Developing A Geminin - Fused Crispr/Cas9 System To Enhance The Genome Editing Efficiency

Abstract

The CRISPR/Cas9 system is a prominent tool that has recently become favored for precise genome modification. When doing gene editing, this system causes a DNA double-strand break (DSB). The DSB can be restored by the cell through either of the two pathways: non-homologous end-joining (NHEJ) route or homology-directed repair (HDR) route. The NHEJ pathway can randomly induce indels into the cleavage site, whereas through homologous repair, the HDR can introduce precise genomic modifications at the target sequence.
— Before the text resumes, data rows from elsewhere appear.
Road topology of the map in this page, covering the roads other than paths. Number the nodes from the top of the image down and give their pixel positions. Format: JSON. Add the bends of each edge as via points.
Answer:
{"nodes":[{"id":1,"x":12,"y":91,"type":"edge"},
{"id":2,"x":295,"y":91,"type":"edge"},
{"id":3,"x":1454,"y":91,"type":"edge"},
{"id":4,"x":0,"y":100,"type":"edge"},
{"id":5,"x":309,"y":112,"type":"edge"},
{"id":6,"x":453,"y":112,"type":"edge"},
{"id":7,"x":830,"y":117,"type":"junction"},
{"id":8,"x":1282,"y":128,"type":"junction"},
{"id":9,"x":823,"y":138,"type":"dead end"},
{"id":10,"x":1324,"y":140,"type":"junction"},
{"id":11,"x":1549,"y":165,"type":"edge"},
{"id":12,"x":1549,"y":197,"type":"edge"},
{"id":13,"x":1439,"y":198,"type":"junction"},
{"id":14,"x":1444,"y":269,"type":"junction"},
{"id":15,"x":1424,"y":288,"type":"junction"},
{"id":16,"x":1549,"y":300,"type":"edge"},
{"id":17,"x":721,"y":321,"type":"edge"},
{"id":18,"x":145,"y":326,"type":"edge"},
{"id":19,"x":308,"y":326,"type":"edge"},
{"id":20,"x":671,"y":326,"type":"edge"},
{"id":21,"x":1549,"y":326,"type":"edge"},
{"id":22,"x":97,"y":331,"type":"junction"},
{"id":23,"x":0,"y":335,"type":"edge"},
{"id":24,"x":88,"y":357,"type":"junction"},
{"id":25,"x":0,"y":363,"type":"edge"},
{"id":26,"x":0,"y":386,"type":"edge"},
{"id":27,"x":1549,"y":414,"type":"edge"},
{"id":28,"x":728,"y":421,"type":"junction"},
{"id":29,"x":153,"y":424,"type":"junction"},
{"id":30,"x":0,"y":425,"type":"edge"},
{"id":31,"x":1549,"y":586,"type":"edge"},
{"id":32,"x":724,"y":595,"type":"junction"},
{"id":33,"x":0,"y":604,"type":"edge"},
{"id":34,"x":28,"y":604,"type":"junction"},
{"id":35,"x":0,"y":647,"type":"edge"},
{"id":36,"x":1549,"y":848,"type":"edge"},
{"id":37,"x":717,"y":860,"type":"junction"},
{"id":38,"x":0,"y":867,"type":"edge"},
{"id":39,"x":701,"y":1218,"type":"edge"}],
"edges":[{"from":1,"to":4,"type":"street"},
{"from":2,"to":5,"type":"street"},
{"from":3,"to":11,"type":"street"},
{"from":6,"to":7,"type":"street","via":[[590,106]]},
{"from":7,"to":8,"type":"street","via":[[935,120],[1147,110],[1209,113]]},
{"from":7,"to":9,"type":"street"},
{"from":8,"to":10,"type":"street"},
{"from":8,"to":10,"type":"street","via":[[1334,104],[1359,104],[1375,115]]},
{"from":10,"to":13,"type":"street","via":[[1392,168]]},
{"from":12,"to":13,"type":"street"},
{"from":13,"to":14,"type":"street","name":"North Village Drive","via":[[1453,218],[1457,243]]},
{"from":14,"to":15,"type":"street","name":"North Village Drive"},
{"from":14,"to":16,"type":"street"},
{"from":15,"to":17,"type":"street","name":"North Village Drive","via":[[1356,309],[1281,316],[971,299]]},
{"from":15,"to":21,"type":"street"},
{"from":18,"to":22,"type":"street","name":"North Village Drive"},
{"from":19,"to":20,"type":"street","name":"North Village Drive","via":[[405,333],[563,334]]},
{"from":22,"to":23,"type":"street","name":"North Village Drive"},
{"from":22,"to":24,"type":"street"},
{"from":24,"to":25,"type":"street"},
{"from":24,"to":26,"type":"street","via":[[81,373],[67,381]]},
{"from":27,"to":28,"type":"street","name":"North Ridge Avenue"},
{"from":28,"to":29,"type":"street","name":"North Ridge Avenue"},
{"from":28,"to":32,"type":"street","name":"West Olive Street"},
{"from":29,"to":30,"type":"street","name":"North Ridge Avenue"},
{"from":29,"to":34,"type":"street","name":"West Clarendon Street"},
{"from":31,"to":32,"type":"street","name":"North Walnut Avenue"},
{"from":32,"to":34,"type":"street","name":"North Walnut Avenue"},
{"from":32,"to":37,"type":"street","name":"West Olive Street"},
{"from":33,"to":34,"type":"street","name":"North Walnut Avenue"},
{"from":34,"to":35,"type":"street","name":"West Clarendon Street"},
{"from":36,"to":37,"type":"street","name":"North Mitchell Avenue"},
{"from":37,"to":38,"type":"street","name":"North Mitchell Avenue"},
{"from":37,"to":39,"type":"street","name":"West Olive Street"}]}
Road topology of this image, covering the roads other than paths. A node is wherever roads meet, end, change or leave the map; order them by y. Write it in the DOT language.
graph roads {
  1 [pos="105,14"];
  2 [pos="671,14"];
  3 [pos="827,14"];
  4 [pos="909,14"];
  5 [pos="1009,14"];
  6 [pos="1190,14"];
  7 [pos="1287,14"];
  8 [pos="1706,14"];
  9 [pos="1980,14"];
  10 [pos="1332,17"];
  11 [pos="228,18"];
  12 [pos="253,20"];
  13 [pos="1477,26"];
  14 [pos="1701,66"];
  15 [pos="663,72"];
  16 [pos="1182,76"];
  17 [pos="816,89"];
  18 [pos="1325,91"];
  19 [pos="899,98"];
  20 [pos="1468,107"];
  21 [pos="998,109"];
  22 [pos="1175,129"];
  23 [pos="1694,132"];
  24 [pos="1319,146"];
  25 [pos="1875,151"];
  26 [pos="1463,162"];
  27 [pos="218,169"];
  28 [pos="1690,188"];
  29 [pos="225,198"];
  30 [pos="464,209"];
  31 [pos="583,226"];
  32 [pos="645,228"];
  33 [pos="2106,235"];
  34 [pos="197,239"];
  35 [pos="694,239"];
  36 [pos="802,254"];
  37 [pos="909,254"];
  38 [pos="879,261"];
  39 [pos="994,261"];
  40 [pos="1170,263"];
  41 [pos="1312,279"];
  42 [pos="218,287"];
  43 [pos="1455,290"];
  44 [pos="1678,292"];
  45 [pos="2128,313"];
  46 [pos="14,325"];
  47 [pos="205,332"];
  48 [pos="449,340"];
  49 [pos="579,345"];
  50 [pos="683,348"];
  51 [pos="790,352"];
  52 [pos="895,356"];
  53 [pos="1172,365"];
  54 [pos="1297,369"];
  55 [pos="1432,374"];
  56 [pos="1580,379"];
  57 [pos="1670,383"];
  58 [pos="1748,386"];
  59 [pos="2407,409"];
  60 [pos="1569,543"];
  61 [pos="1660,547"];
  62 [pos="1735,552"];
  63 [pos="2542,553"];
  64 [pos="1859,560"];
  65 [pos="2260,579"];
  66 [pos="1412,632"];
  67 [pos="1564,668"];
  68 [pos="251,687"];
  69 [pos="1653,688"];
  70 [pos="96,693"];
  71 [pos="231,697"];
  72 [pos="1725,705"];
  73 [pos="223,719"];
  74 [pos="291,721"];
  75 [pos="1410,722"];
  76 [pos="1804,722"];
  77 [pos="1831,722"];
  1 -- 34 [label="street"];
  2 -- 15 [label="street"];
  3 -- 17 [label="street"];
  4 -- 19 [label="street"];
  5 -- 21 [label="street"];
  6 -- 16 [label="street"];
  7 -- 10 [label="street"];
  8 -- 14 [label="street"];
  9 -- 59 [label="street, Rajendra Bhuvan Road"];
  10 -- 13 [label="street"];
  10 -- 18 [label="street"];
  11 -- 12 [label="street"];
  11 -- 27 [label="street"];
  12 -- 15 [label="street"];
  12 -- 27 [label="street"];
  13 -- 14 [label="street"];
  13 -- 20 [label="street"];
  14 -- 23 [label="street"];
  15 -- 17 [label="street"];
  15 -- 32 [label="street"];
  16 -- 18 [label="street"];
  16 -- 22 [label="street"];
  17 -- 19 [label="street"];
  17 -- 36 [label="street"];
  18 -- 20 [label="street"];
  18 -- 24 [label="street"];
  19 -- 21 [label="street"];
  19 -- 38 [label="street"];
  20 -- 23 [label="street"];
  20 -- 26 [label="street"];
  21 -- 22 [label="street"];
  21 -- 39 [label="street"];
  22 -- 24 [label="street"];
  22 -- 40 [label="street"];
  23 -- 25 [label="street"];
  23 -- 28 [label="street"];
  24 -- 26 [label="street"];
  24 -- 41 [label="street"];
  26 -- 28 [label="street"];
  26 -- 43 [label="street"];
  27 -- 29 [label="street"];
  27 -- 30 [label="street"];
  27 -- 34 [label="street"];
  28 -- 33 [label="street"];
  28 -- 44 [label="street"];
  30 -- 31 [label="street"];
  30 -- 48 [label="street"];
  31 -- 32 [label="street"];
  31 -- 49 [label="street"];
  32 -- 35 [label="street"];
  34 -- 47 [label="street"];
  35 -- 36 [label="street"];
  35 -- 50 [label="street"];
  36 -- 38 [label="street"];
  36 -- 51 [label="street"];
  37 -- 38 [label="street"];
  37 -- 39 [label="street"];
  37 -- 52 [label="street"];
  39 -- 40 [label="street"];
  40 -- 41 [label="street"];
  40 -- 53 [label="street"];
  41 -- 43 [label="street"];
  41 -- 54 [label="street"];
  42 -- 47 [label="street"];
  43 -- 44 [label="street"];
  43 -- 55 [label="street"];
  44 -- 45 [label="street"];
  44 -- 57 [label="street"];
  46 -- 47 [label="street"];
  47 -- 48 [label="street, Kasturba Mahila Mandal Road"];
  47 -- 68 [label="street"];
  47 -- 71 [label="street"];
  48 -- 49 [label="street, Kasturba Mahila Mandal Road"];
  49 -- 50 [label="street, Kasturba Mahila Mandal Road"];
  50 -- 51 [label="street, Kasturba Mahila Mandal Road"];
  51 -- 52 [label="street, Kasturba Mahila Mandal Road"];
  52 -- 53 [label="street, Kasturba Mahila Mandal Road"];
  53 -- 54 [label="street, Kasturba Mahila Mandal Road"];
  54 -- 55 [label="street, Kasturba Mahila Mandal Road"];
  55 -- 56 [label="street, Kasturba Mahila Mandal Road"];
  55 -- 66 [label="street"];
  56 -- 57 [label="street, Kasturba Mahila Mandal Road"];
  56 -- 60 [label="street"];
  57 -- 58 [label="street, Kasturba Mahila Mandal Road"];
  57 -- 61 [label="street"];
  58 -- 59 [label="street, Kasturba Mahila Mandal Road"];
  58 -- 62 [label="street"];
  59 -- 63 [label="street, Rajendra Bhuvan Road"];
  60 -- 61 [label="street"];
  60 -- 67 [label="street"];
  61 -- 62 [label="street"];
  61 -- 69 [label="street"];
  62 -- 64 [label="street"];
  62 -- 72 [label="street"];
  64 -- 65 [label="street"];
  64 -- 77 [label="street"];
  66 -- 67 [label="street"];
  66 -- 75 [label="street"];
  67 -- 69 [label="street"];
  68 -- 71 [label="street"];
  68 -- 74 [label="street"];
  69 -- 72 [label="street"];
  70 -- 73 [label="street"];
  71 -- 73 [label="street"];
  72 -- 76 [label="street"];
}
However, the NHEJ pathway is dominant in the cell cycle since the HDR pathway is limited only to the late S and G2 phases. Therefore, finding mechanisms to enhance the HDR rate while simultaneously suppress the NHEJ pathway is integral in increasing the gene editing efficiency of the CRISPR/Cas9 system. One method of which is creating a cell cycle-dependent Cas9 by fusing it with Geminin, a DNA replication inhibitor, which appears at the S and G2 phases while not presents at other phases. In this thesis, we employed molecular cloning to insert a Geminin sequence into Cas9 plasmid to create a Cas9-Geminin fusion construct, which included the Geminin sequence in the correct orientation and frame on the Cas9 plasmid. The successful creation of the recombinant plasmid paves the way for future investigations into the functional impact of the Cas9-Geminin fusion in gene editing experiments.